■ **Required work**
Exactly the lines from the one with "Trace the roads" to the end of the data below should be set down, and no others.

■ **Records shown**
━━━━
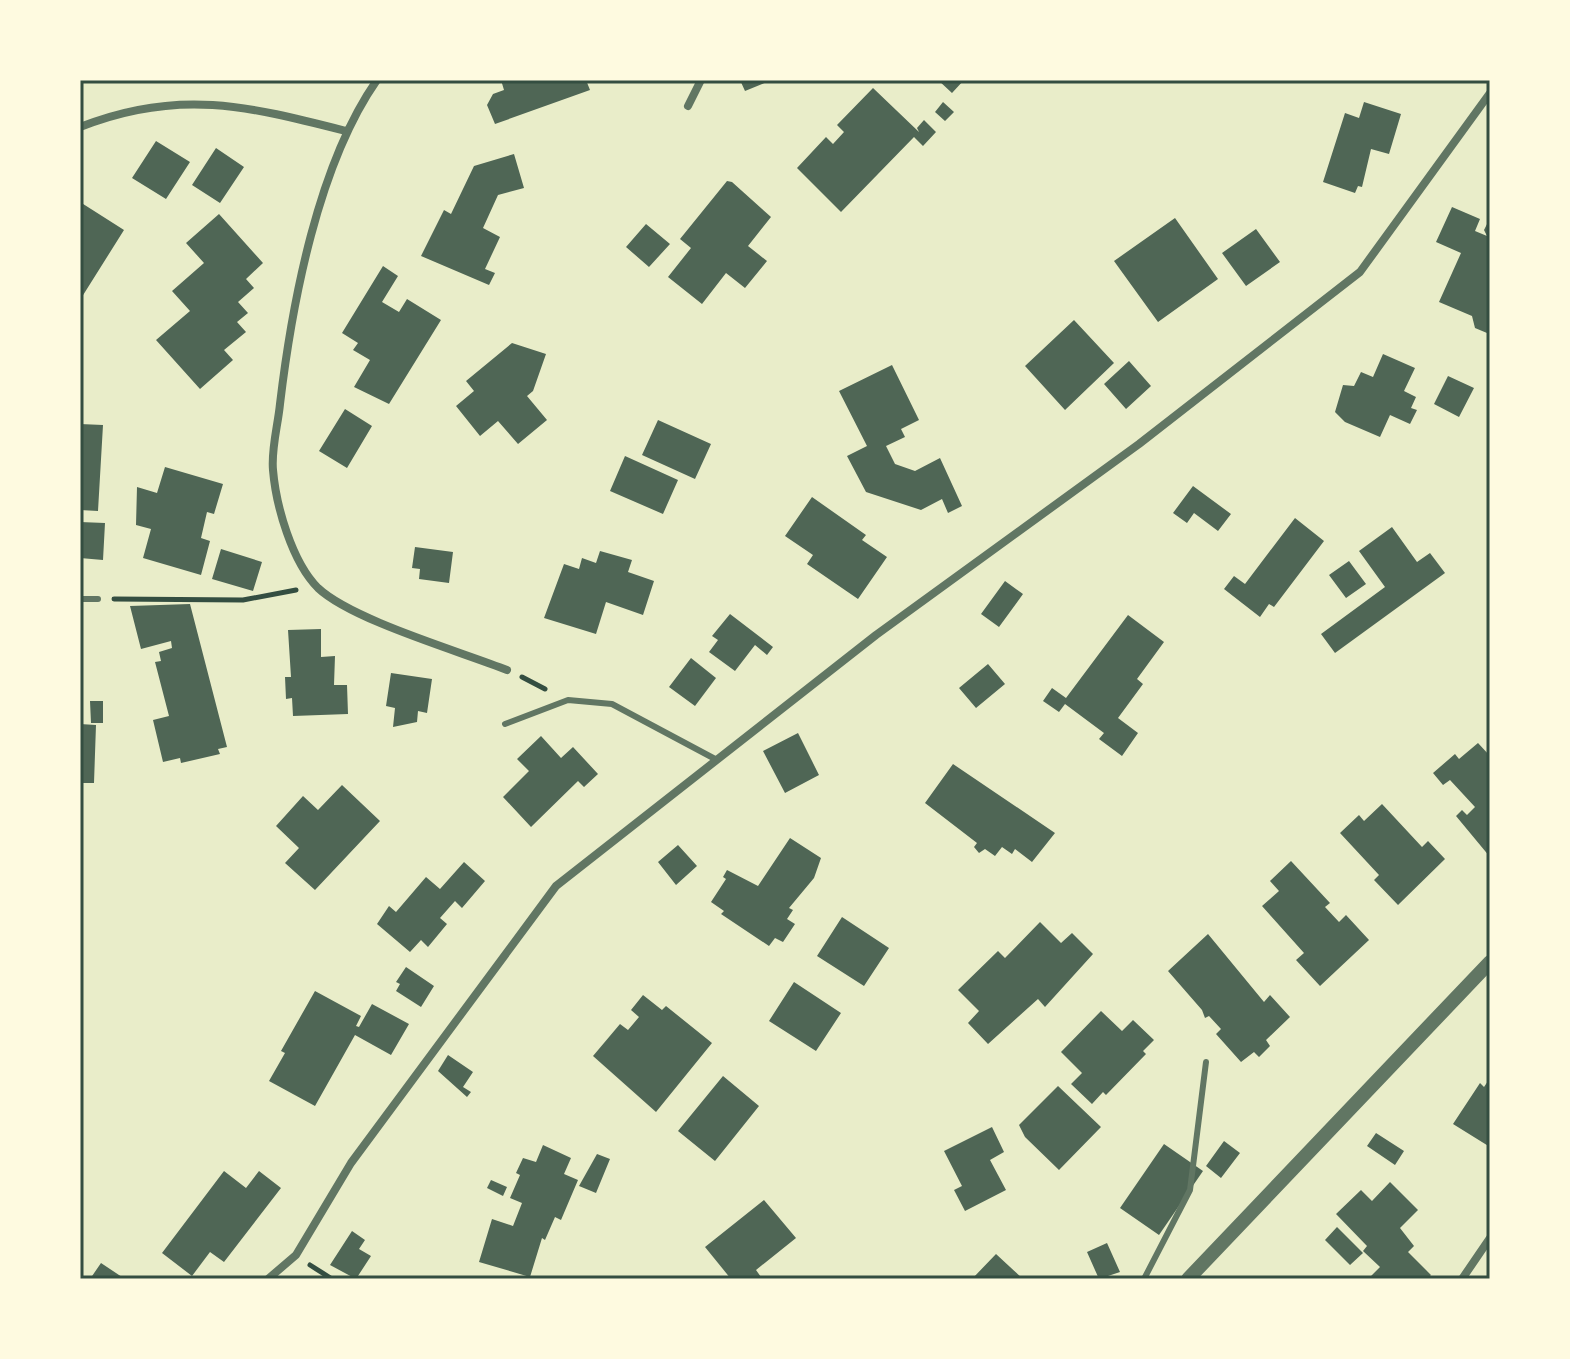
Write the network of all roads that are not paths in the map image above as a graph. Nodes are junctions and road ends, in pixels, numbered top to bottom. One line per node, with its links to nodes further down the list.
1 (377, 80): 6 (street)
2 (701, 80): 4 (street)
3 (1490, 93): 11 (street)
4 (688, 106)
5 (80, 127): 6 (street)
6 (346, 131): 9 (street)
7 (80, 599): 8 (lane)
8 (98, 599)
9 (507, 670)
10 (505, 724): 11 (lane)
11 (717, 760): 15 (street)
12 (1490, 962): 17 (street)
13 (1206, 1062): 16 (lane)
14 (1490, 1238): 18 (street)
15 (268, 1279)
16 (1144, 1279)
17 (1188, 1279)
18 (1462, 1279)

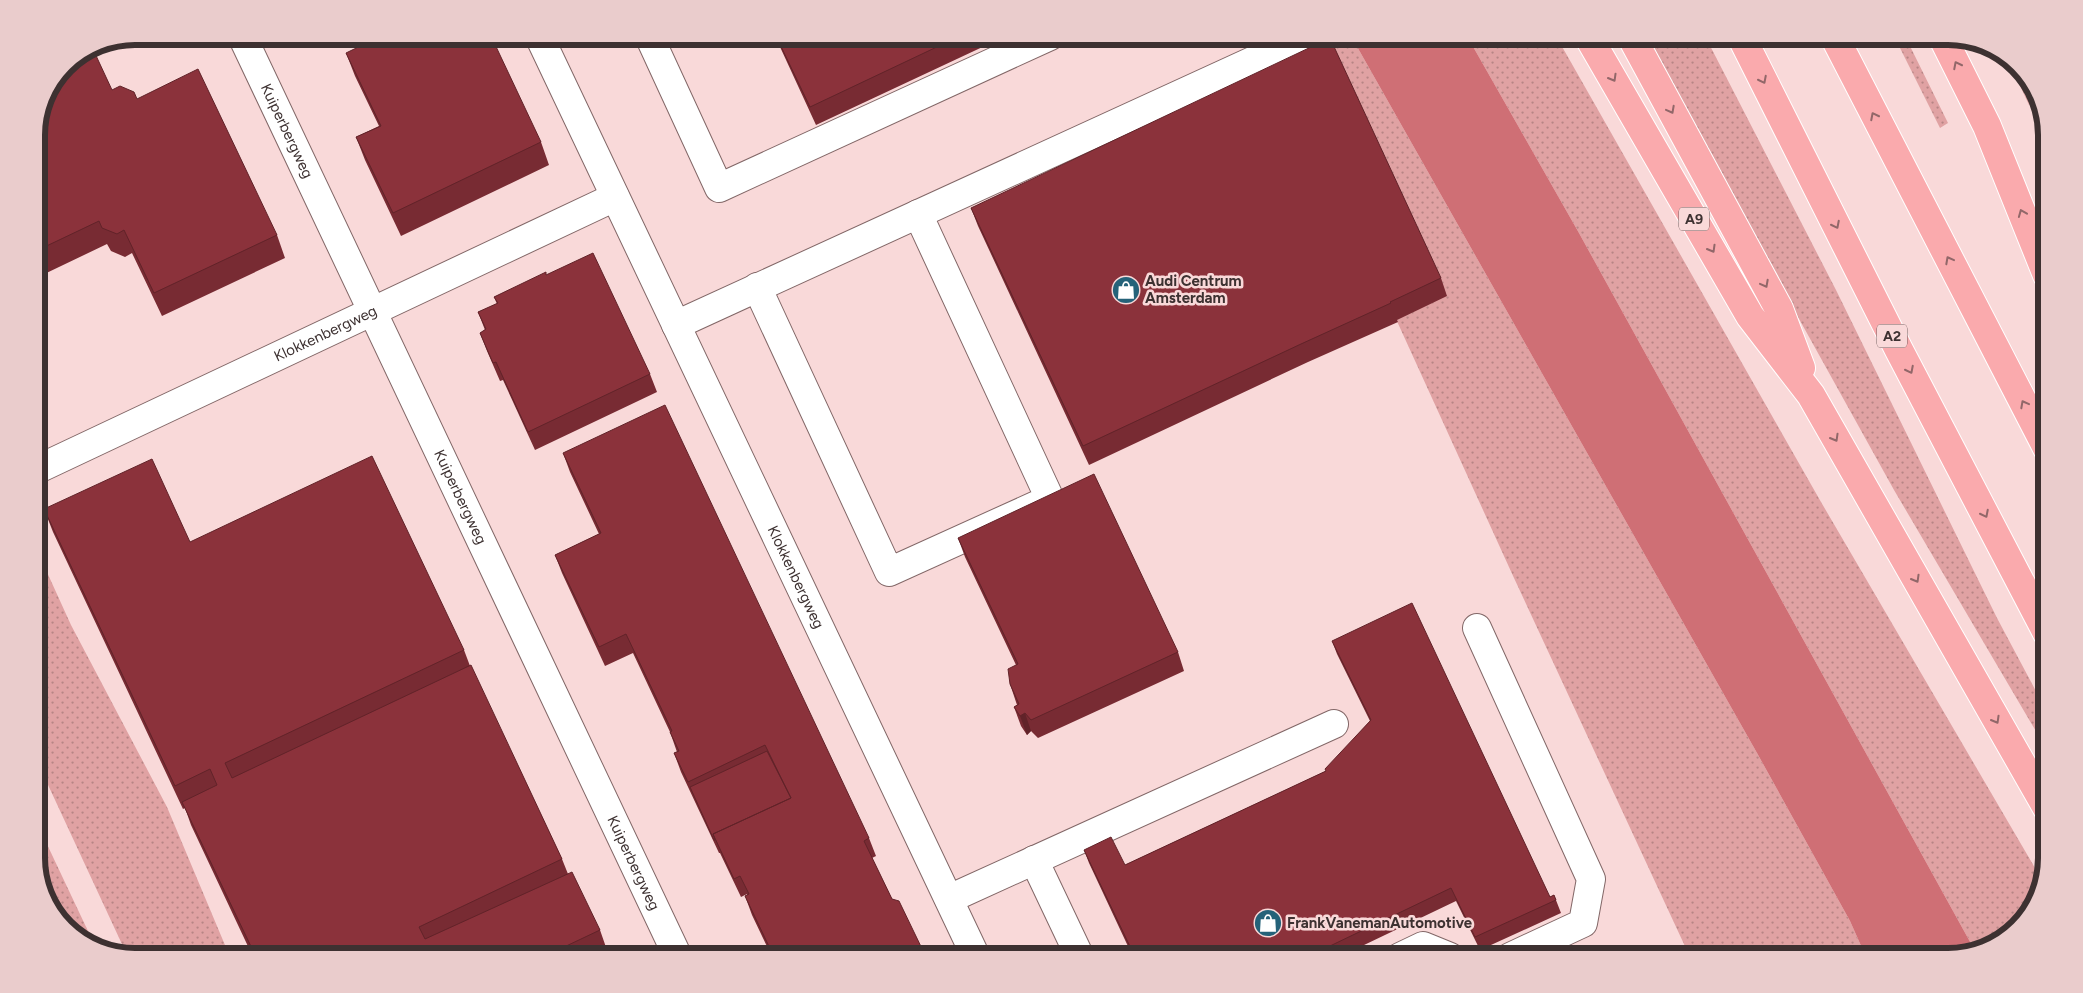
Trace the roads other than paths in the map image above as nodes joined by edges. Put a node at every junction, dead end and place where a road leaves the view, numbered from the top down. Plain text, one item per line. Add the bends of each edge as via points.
1 (246, 45) edge
2 (542, 45) edge
3 (653, 45) edge
4 (1030, 45) edge
5 (1287, 45) edge
6 (1593, 45) edge
7 (1636, 45) edge
8 (1746, 45) edge
9 (1839, 45) edge
10 (1946, 45) edge
11 (615, 197) junction
12 (918, 214) junction
13 (2038, 253) edge
14 (757, 288) junction
15 (371, 312) junction
16 (676, 324) junction
17 (1811, 395) junction
18 (2038, 431) edge
19 (45, 466) edge
20 (2038, 617) edge
21 (1477, 628) dead end
22 (1334, 724) dead end
23 (2038, 792) edge
24 (1034, 860) junction
25 (949, 899) junction
26 (674, 948) edge
27 (972, 948) edge
28 (1076, 948) edge
29 (1530, 948) edge

1 - 15 street, Kuiperbergweg
2 - 11 street, Klokkenbergweg
3 - 4 street via 719,188
5 - 12 street
6 -> 17 highway, A9 via 1750,316
7 -> 17 highway via 1779,309
8 -> 20 highway, A2
18 -> 9 highway
13 -> 10 highway via 1987,126
11 - 15 street, Klokkenbergweg
11 - 16 street, Klokkenbergweg
12 - 14 street
12 - 14 street via 1050,499 889,572
14 - 16 street
15 - 19 street, Klokkenbergweg
15 - 26 street, Kuiperbergweg
16 - 25 street, Klokkenbergweg
17 -> 23 highway
21 - 29 street via 1591,879 1583,924
22 - 24 street
24 - 25 street
24 - 28 street
25 - 27 street, Klokkenbergweg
━━━━
■ **Answer area**
Trace the roads other than paths in the map image above as nodes joined by edges. Put a node at every junction, dead end and place where a road leaves the view, numbered from the top down. Plain text, one item per line. Add the bends of each edge as via points.
1 (246, 45) edge
2 (542, 45) edge
3 (653, 45) edge
4 (1030, 45) edge
5 (1287, 45) edge
6 (1593, 45) edge
7 (1636, 45) edge
8 (1746, 45) edge
9 (1839, 45) edge
10 (1946, 45) edge
11 (615, 197) junction
12 (918, 214) junction
13 (2038, 253) edge
14 (757, 288) junction
15 (371, 312) junction
16 (676, 324) junction
17 (1811, 395) junction
18 (2038, 431) edge
19 (45, 466) edge
20 (2038, 617) edge
21 (1477, 628) dead end
22 (1334, 724) dead end
23 (2038, 792) edge
24 (1034, 860) junction
25 (949, 899) junction
26 (674, 948) edge
27 (972, 948) edge
28 (1076, 948) edge
29 (1530, 948) edge

1 - 15 street, Kuiperbergweg
2 - 11 street, Klokkenbergweg
3 - 4 street via 719,188
5 - 12 street
6 -> 17 highway, A9 via 1750,316
7 -> 17 highway via 1779,309
8 -> 20 highway, A2
18 -> 9 highway
13 -> 10 highway via 1987,126
11 - 15 street, Klokkenbergweg
11 - 16 street, Klokkenbergweg
12 - 14 street
12 - 14 street via 1050,499 889,572
14 - 16 street
15 - 19 street, Klokkenbergweg
15 - 26 street, Kuiperbergweg
16 - 25 street, Klokkenbergweg
17 -> 23 highway
21 - 29 street via 1591,879 1583,924
22 - 24 street
24 - 25 street
24 - 28 street
25 - 27 street, Klokkenbergweg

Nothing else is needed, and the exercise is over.